[slurm-users] Partition question

Thu Dec 19 16:22:55 UTC 2019

My current batch queues have a 30-day limit, and I’ll likely be reducing that to maybe 7 days for most users in the near future, as it will make priority and fairshare mechanisms more responsive (even if a high-priority job gets bumped to the top of the queue, it may still have to wait a few days for enough resources to become available — some of my users make very long reservations for very small amounts of resources).

We end up balancing priority against resource consumption (resources by time).

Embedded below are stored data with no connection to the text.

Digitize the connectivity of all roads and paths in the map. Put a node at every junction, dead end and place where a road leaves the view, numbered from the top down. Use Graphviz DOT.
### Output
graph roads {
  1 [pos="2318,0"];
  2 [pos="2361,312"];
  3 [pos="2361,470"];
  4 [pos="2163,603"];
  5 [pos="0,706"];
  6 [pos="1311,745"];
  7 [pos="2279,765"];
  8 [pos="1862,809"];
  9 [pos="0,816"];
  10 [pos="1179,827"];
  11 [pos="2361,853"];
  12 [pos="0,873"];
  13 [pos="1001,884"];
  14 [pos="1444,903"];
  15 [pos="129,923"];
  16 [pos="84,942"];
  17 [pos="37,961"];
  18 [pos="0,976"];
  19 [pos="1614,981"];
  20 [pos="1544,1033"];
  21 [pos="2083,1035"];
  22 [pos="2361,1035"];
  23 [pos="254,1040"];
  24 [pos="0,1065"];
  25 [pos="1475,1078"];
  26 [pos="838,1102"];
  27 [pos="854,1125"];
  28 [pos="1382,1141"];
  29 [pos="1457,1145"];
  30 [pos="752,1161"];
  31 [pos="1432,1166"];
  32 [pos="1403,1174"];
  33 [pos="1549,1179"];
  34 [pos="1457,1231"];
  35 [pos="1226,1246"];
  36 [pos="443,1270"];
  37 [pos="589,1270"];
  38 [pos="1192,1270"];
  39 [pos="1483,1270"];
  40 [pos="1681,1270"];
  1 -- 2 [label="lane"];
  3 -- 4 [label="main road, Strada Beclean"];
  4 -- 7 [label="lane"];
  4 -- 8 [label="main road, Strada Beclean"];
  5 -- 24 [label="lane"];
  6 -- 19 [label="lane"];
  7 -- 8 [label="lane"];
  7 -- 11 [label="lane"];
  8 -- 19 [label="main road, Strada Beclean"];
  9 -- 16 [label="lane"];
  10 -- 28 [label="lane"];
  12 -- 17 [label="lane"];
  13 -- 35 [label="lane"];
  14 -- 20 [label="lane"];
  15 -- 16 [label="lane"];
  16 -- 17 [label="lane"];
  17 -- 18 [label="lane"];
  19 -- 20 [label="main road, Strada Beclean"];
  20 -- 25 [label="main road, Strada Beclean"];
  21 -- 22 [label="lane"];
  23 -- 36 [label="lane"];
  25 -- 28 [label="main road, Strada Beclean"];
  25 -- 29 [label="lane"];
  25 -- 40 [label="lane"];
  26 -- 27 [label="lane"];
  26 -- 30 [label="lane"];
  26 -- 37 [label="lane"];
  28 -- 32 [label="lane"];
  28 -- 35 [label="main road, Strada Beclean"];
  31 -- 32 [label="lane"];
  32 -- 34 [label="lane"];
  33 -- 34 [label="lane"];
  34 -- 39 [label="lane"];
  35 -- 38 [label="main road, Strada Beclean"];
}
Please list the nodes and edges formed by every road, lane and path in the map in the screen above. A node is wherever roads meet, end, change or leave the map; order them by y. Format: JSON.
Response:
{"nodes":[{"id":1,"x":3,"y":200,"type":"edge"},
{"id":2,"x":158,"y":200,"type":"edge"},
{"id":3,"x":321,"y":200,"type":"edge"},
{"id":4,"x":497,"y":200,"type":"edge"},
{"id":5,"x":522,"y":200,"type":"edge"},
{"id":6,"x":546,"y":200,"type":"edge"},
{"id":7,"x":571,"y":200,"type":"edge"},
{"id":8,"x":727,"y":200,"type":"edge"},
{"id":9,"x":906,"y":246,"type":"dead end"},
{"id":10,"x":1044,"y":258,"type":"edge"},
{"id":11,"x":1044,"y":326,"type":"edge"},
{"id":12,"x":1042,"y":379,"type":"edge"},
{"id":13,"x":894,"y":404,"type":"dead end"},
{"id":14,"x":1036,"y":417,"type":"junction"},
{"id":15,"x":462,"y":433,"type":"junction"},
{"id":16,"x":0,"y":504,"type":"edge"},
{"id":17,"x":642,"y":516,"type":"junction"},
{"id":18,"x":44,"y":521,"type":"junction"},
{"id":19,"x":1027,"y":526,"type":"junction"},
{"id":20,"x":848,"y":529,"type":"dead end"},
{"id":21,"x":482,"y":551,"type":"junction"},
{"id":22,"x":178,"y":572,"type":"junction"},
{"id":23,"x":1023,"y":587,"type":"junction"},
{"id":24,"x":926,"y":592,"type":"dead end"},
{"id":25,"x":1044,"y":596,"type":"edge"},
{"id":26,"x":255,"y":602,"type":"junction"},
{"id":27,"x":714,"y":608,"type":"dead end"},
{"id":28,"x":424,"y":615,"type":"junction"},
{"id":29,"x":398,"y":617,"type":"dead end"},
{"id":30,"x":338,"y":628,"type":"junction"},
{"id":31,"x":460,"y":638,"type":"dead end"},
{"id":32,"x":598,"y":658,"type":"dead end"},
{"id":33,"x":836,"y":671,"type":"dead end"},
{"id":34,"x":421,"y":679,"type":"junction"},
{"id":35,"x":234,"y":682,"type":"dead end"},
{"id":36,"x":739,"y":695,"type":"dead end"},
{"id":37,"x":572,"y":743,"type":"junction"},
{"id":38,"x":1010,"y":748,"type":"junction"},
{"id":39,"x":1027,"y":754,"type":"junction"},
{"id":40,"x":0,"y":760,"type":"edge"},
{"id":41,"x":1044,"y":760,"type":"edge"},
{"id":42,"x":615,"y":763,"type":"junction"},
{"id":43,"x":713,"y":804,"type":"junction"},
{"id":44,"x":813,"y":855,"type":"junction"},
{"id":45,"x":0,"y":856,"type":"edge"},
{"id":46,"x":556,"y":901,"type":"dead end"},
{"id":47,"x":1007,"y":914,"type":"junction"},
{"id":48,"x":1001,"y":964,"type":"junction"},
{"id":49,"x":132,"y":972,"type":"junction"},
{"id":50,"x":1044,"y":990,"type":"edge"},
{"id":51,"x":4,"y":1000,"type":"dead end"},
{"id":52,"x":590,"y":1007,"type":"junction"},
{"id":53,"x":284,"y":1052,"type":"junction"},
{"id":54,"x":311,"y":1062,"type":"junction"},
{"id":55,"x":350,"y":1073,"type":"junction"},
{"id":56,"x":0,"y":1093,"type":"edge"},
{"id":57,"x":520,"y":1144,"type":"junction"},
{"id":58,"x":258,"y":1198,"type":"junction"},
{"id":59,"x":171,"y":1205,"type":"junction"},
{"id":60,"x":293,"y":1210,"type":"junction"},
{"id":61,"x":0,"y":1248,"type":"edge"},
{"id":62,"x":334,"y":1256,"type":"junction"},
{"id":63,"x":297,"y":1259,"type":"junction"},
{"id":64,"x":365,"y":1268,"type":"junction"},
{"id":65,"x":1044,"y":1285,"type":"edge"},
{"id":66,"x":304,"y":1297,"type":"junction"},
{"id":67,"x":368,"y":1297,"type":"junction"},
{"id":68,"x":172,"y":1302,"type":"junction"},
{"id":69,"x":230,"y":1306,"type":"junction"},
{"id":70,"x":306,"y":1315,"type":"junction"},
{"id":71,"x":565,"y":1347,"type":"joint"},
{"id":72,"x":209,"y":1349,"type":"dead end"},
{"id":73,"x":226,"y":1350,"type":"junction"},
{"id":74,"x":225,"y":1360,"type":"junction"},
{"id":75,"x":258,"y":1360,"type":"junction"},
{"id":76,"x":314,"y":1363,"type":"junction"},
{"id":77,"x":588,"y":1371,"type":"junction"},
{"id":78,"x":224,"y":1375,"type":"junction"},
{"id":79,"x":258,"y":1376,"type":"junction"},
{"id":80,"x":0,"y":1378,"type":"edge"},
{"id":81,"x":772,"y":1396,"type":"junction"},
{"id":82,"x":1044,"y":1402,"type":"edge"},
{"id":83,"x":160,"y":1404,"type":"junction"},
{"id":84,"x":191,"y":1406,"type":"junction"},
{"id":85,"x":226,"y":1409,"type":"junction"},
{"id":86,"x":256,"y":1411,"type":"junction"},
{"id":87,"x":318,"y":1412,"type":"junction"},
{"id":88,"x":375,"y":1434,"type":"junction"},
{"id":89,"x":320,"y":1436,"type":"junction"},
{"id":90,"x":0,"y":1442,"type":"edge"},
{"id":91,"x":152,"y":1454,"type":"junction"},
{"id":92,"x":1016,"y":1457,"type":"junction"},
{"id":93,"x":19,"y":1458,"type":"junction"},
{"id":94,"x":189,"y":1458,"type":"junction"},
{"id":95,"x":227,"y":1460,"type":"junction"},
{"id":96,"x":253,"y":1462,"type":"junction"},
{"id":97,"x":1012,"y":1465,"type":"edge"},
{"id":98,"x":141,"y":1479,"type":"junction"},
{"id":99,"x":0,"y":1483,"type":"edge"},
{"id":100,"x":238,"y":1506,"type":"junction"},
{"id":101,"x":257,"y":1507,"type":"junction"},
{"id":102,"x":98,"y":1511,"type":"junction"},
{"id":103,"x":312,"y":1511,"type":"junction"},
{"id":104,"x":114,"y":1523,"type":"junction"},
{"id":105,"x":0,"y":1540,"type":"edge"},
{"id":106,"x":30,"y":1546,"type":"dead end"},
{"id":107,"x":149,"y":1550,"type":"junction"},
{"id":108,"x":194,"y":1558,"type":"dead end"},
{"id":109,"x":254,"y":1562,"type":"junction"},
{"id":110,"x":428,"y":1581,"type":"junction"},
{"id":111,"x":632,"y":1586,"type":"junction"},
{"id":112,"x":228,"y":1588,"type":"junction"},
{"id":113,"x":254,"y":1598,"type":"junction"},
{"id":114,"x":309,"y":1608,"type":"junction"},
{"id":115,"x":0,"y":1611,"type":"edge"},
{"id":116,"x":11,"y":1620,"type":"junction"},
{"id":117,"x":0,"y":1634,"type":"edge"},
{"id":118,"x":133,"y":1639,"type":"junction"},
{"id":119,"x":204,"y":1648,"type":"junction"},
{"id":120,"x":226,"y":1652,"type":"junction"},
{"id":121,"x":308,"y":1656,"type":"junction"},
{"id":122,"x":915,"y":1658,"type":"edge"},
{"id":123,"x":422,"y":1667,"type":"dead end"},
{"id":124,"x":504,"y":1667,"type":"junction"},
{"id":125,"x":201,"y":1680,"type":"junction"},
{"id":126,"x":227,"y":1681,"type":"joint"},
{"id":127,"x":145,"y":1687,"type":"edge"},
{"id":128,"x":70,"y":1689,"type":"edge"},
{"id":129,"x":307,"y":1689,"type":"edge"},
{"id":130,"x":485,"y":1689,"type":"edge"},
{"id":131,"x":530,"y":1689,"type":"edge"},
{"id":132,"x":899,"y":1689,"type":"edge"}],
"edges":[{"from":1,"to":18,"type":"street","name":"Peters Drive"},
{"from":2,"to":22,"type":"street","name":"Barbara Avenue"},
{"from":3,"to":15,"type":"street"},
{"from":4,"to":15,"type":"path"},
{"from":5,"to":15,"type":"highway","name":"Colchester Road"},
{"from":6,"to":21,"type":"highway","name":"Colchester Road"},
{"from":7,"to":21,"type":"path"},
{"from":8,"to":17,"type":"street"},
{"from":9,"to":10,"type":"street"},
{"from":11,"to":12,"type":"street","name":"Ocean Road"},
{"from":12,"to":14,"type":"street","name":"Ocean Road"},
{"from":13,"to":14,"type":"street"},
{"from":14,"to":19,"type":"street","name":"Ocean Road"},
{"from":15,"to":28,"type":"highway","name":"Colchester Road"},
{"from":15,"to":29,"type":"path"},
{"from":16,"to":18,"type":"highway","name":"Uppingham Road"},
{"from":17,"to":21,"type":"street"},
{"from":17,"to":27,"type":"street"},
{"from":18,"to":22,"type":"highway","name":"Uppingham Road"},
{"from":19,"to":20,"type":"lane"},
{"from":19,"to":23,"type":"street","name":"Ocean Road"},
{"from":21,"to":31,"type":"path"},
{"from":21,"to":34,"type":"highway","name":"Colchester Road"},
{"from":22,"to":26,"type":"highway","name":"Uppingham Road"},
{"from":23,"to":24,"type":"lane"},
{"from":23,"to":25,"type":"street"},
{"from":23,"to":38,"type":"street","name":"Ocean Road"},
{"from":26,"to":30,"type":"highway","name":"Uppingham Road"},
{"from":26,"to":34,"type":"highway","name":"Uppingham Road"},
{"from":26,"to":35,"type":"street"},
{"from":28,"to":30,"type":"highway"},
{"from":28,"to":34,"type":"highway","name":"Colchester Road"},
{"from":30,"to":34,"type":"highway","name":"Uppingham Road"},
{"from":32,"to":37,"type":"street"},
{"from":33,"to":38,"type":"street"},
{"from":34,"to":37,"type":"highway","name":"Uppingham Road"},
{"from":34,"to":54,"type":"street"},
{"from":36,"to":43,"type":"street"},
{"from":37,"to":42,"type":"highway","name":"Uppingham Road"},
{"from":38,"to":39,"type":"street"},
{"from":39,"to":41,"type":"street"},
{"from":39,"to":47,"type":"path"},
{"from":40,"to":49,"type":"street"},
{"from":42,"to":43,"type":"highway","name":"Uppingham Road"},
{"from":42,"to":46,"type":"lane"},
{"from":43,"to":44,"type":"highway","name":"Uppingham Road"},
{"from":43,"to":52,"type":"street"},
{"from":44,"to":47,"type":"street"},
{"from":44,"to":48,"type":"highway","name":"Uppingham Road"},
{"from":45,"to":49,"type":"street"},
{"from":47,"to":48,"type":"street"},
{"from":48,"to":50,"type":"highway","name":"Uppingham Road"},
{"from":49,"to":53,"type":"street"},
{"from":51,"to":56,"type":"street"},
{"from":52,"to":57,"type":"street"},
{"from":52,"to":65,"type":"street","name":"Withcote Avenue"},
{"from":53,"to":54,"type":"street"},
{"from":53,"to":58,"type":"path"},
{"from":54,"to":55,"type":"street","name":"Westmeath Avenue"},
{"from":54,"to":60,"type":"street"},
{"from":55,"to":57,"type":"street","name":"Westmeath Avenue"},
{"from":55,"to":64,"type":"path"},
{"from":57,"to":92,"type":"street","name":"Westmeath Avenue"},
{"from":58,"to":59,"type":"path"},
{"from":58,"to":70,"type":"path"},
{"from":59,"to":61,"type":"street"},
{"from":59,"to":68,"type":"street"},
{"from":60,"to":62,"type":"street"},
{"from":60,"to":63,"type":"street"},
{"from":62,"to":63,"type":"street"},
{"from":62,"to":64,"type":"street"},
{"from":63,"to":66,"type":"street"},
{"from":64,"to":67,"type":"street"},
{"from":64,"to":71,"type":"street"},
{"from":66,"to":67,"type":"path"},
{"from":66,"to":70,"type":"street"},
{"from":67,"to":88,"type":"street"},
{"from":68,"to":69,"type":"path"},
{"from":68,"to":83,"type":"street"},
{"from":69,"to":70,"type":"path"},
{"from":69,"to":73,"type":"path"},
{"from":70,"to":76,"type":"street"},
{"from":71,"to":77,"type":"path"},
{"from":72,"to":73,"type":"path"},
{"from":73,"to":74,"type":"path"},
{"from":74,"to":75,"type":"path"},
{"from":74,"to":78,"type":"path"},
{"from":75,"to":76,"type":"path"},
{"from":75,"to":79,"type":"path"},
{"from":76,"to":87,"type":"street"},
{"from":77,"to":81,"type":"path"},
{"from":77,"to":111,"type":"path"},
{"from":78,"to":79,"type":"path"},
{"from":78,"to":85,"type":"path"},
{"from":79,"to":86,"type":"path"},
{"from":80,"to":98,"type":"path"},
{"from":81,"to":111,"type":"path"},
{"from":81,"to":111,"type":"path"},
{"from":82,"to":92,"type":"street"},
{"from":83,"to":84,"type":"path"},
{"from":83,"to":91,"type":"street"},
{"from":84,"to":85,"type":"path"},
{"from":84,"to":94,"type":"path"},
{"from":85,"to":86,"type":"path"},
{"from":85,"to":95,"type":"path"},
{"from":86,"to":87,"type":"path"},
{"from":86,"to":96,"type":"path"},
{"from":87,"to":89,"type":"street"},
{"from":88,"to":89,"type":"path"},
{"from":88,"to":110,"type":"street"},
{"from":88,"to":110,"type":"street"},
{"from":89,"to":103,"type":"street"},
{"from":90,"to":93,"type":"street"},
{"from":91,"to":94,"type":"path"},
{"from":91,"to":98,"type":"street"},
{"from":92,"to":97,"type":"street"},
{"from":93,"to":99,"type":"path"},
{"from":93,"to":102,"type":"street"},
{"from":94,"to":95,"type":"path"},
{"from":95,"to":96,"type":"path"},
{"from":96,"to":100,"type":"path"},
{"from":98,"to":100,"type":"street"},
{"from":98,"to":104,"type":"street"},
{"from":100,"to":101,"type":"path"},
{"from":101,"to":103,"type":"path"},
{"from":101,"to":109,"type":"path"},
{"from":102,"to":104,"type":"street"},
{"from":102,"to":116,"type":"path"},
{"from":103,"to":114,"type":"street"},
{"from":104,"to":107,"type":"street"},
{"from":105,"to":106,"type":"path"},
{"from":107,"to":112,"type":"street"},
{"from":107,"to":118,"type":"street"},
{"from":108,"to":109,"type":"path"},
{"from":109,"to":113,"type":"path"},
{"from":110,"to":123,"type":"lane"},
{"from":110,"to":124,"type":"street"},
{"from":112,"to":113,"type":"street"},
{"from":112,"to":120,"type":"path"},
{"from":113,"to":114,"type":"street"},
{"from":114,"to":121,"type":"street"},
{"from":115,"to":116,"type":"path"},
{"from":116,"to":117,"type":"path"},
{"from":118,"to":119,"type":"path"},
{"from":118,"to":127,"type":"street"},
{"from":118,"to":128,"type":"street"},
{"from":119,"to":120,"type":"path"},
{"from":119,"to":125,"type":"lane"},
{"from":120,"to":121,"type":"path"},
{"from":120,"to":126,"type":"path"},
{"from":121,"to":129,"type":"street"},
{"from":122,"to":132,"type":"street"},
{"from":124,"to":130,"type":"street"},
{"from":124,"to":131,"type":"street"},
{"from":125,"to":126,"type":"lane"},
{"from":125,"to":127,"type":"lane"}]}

Debug queues with very short time limits and high priority, interactive queues with relatively short time limits and medium priority, and batch queues with long time limits and low priority.

Since we also have some GPU nodes that won’t use all their cores for normal GPU jobs, we also allow jobs with lower CPU counts to use those “excess” CPU cores in the GPU nodes.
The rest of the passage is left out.